Kita tidak bisa hanya berasumsi bahwa AI dapat memahami dan melakukan tugas-tugas kompleks, namun kita harus memiliki pemahaman yang lebih mendalam tentang cara kerjanya dan keterbatasannya. Penelitian ini memberi kita pemahaman yang lebih mendalam tentang teknologi AI, sekaligus memberikan wawasan berharga tentang cara kita menggunakan dan mengembangkan teknologi tersebut.
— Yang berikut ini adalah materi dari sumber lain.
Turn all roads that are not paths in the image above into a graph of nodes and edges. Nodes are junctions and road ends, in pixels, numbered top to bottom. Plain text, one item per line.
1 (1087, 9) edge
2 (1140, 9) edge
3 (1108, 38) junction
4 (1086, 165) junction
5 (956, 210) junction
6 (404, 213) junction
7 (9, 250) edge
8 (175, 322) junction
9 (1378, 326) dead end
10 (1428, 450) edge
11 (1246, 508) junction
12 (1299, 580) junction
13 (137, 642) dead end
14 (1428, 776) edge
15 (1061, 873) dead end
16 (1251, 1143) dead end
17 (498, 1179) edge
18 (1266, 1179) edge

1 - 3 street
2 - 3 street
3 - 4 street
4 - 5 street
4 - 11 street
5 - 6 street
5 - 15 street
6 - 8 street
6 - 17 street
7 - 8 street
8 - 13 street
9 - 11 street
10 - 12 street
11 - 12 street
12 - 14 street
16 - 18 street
Referensi: https://techcrunch.com/2024/10/11/researchers-question-ais-reasoning-ability-as-models-stumble-on-math-problems-with-trivial-changes/
Secara keseluruhan, penelitian tim Apple menyoroti keterbatasan model bahasa besar dalam penalaran logis, mengingatkan kita bahwa kita perlu berhati-hati terhadap kemampuan AI dan terus memperhatikan arah pengembangannya untuk menghindari ketergantungan yang berlebihan pada kemampuannya. Kedepannya kita perlu mengkaji lebih dalam bagaimana cara meningkatkan kemampuan penalaran para LLM agar mereka benar-benar memahami inti permasalahan dan bukan sekadar meniru pola-pola yang sudah ada.